Dikatakan, perangkat pemerintah yang mempunyai peran penting untuk menjaga kondisi hubungan industrial yang kondusif adalah mediator hubungan industrial. Mediator harus lebih proaktif dalam menangani unjuk rasa, tanpa menunggu surat tugas dari pimpinan, atau pelaporan ke Dinas Tenaga Kerja setempat.
Menurut Endin, kalangan buruh melihat upah sebagai sumber penghasilan guna memenuhi kebutuhan hidup, sementara pengusaha melihatnya sebagai salah satu biaya produksi. Dari kepentingan yang berbeda ini, pemahaman utuh mengenai sistem pengupahan yang tertuang pada Peraturan Pemerintah Nomor 78 Tahun 2015 tentang Pengupahan beserta turunannya, sangat diperlukan untuk memperoleh kesatuan pengertian antara buruh dan pengusaha.

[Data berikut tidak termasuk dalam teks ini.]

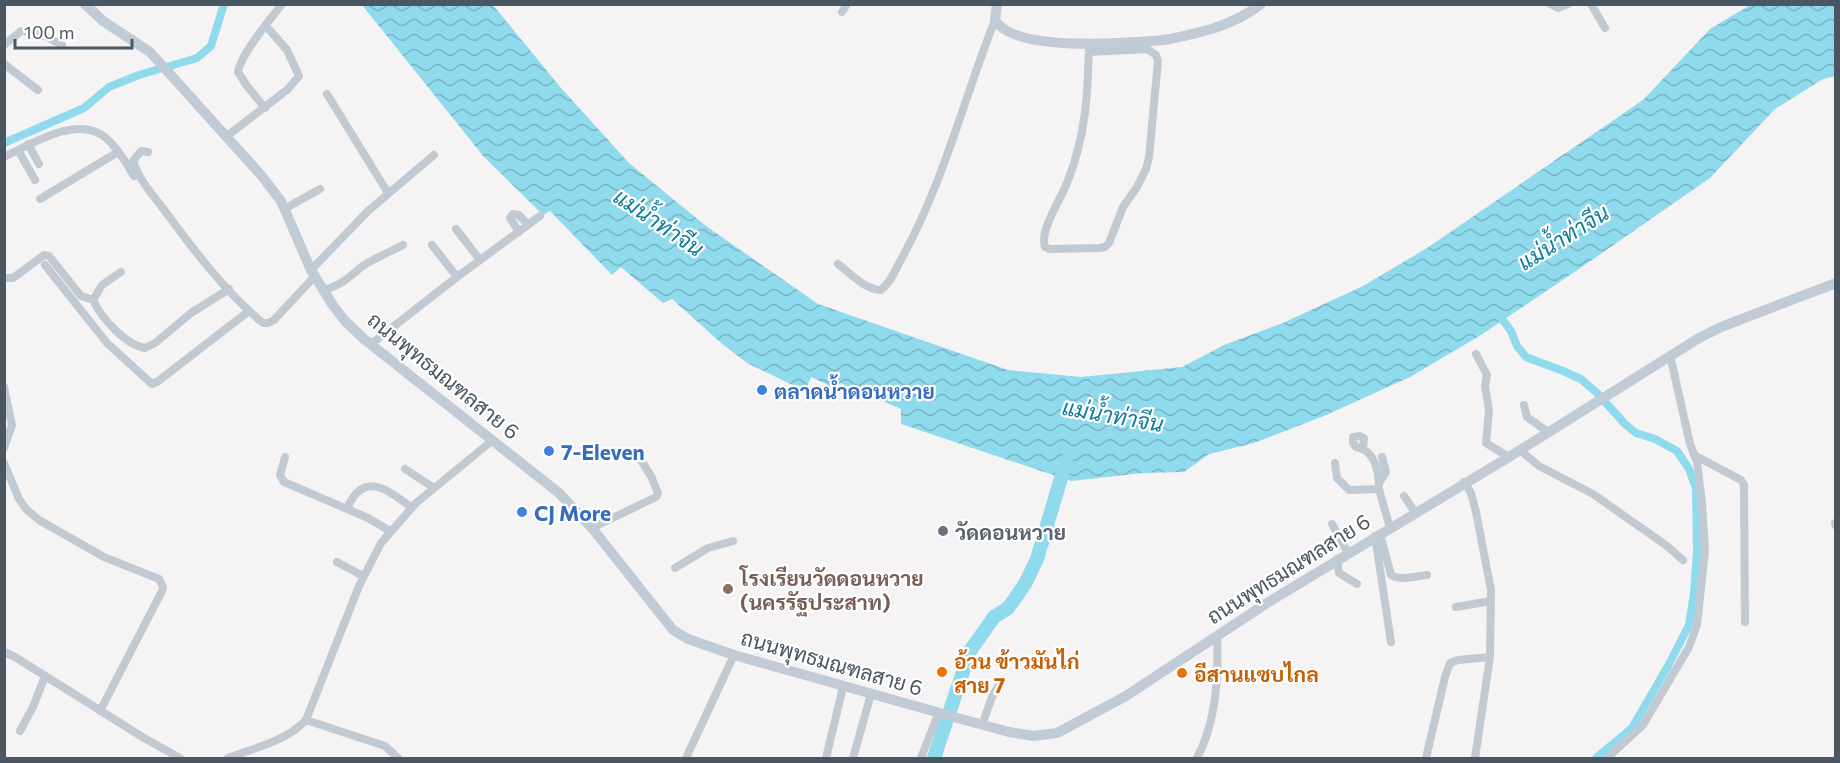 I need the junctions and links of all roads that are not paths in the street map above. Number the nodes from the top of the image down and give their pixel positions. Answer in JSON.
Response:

“Penyebarluasan peraturan tentang pengupahan perlu terus dilakukan agar dapat dipahami dengan benar di kalangan buruh dan pengusaha,” kata Endin yang mewakili Dirjen PHI dan Jamsos Haiyani Rumondang.
Untuk itu, diperlukan peran aktif pemerintah, termasuk mediator, untuk melayani, mengawasi, dan menindak pelanggaran peraturan ketenagakerjaan.
Dalam rangkaian kegiatan Ditjen PHI dan Jamsos di Yogyakarta, diadakan pula bimbingan teknis sistem pelaporan bidang hubungan industrial dan jamsos tingkat regional wilayah barat. Tujuannya untuk menyamakan pemahaman mengenai sistem pelaporan bagi para petugas penyusun laporan pusat dan daerah.
Kegiatan ini diikuti oleh 50 peserta, terdiri dari petugas penyusun laporan dari bidang hubungan industrial dan jamsos, Dinas Tenaga Kerja dari 17 provinsi, serta petugas penyusun laporan dari satuan kerja di pusat.**Purwanto.